05.11.2010 by Peter Argondizzo

Google Translate and the Power of Plagiarism

The efficacy of Google’s Translation engine was recently put to the test by a New York Times article. After reviewing the article and the results of the various tests I couldn’t help but notice that the power of Google’s translation efforts are rooted in plagiarism.

Most providers of translation services use a technology known as Translation Memory. This technology basically stores translation created and reviewed by human translators in a database. The idea behind this effort is to store the sentences so that if the same sentence comes up again the same translation is reused. This technology provider for faster completion times, higher accuracy, more consistency and of course a lower cost.

Google is basically building a Translation Memory engine. We all know that Google is incredibly good at indexing information. The effort behind Google Translation indexes web content as well as many published works through its Google Books project. The NY times article shows that Google does a reasonably good job with the translation of published works. This is an obvious result for books that have been translated into many languages. The example of the passage from The Little Prince is obviously quite good. The book has been translated into more than180 languages and has sold over 80 million copies worldwide.

So it is easy to understand that the dialog from The Little Prince and other popular books should be easy for Google to convert into other languages. Afterall, the work has already been done by humans. Google is just indexing the material.

Isn’t this a form of Plagiarism? If I submit a passage for translation to Google and it spits back text coming from the translation of a published work, that is plagiarism. Plagiarism is generally defined as the unauthorized use or close imitation of the language and thoughts of another author and the representation of them as one’s own original work. I wonder if Google checked with Antoine de Saint-Exupéry’s estate before indexing his book and the subsequent translations of the The Little Prince?

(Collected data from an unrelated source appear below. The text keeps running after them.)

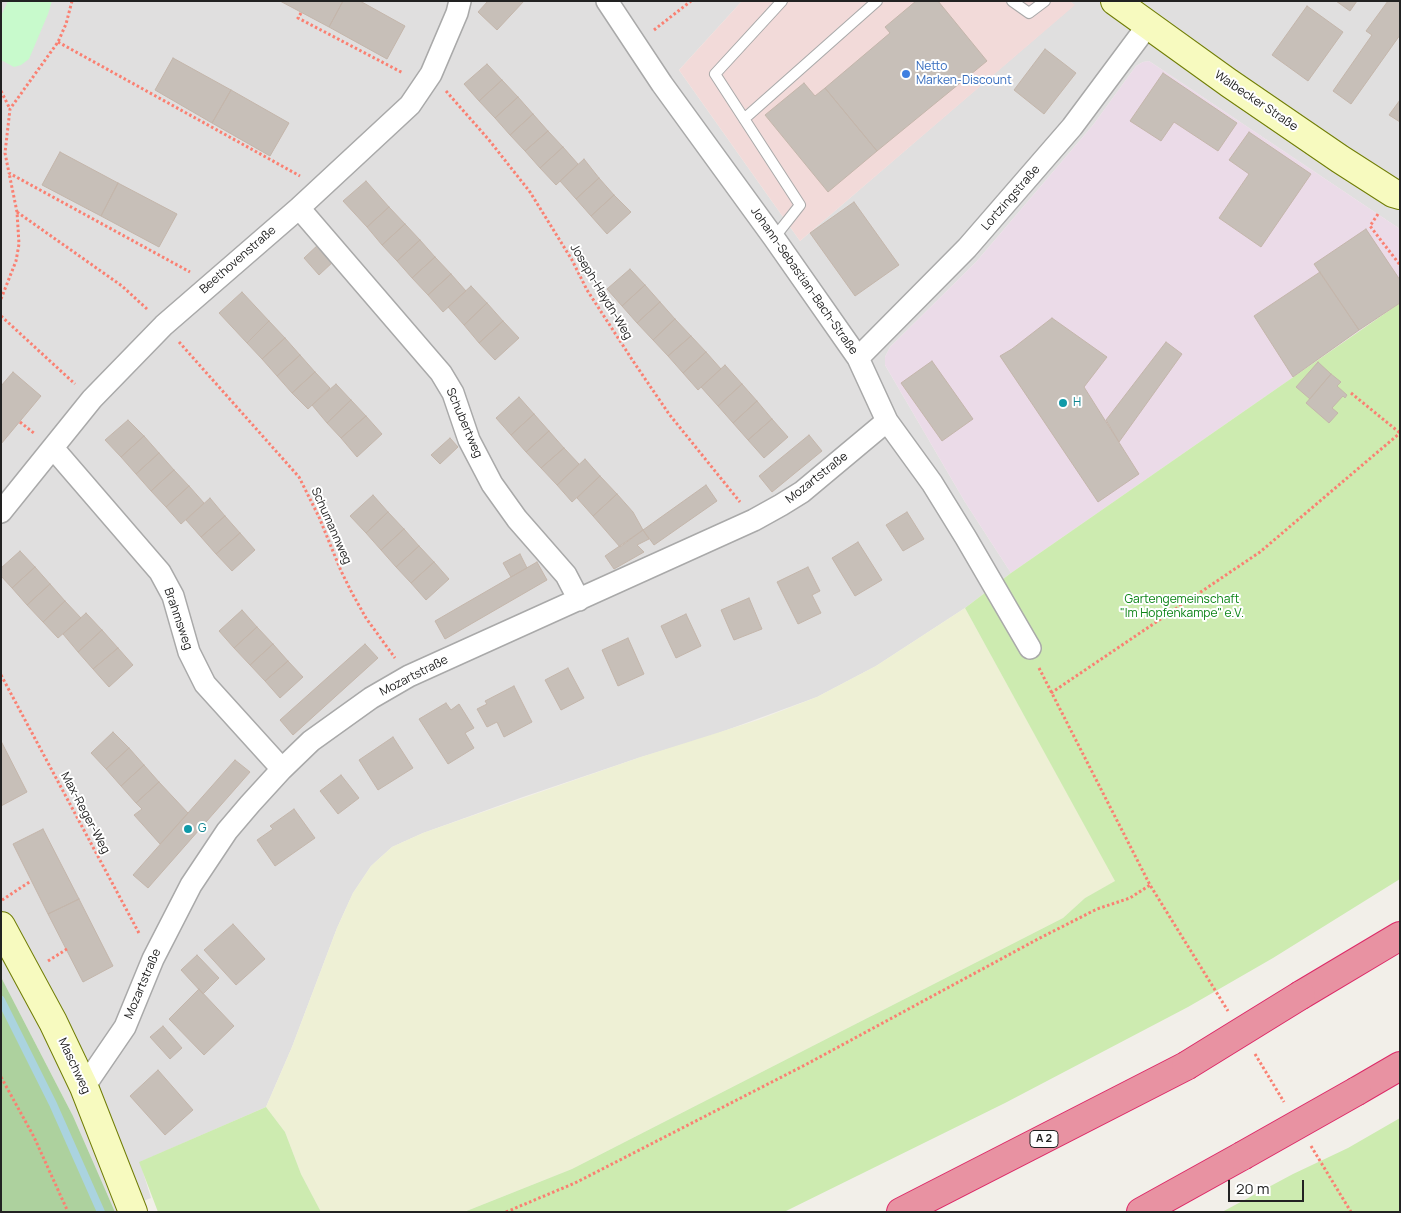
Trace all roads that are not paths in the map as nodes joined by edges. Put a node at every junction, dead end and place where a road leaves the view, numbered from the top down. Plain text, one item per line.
1 (460, 1) edge
2 (608, 1) edge
3 (782, 1) edge
4 (877, 1) edge
5 (1012, 1) edge
6 (1045, 1) edge
7 (1115, 1) edge
8 (1148, 25) junction
9 (744, 119) junction
10 (1396, 194) edge
11 (299, 208) junction
12 (774, 238) junction
13 (858, 358) junction
14 (887, 421) junction
15 (53, 448) junction
16 (1, 512) edge
17 (579, 600) junction
18 (1030, 648) road end
19 (282, 769) junction
20 (1, 926) edge
21 (1400, 936) edge
22 (1400, 1066) edge
23 (84, 1088) junction
24 (133, 1212) edge
25 (901, 1212) edge
26 (1141, 1212) edge

1 - 11 street, Beethovenstraße
2 - 12 street, Johann-Sebastian-Bach-Straße
3 - 9 lane
4 - 9 lane
5 - 6 lane
7 - 8 main road, Walbecker Straße
8 - 10 main road, Walbecker Straße
8 - 13 street, Lortzingstraße
9 - 12 lane
11 - 15 street, Beethovenstraße
11 - 17 street, Schubertweg
12 - 13 street, Johann-Sebastian-Bach-Straße
13 - 14 street, Johann-Sebastian-Bach-Straße
14 - 17 street, Mozartstraße
14 - 18 street, Johann-Sebastian-Bach-Straße
15 - 16 street, Beethovenstraße
15 - 19 street, Brahmsweg
17 - 19 street, Mozartstraße
19 - 23 street, Mozartstraße
20 - 23 main road, Maschweg
21 - 25 highway, A 2, bridge
22 - 26 highway, bridge
23 - 24 main road, Maschweg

The natural question is how do Language Service providers handle the large body of content in their own translation memories. In our firm, we actually store the data separated by each client. This is by design. We have non disclosure agreements with most of our clients. We translate some very sensitive information like market research, clinical studies, marketing materials, internal memos and legal documentation. Sharing this information with no consideration to our clients is not a good idea.

The other side of this discussion is what does Google do with materials you translate and refine using their tools? Re-use it of course. The idea behind the newly minted DocTranslator is that you will pretranslate a document using the Google Translation engine and then refine the translation to meet your needs. The refined translation now goes back into the database for reuse.

The internet has become a valuable tool for competitive intelligence. Will translation be the next tool for valuable competitive intelligence. Will applications come out that query the Google engine for terminology in an effort to discover what competitors are up to? I would assume that if companies start openly using Google as their translation engine this could happen.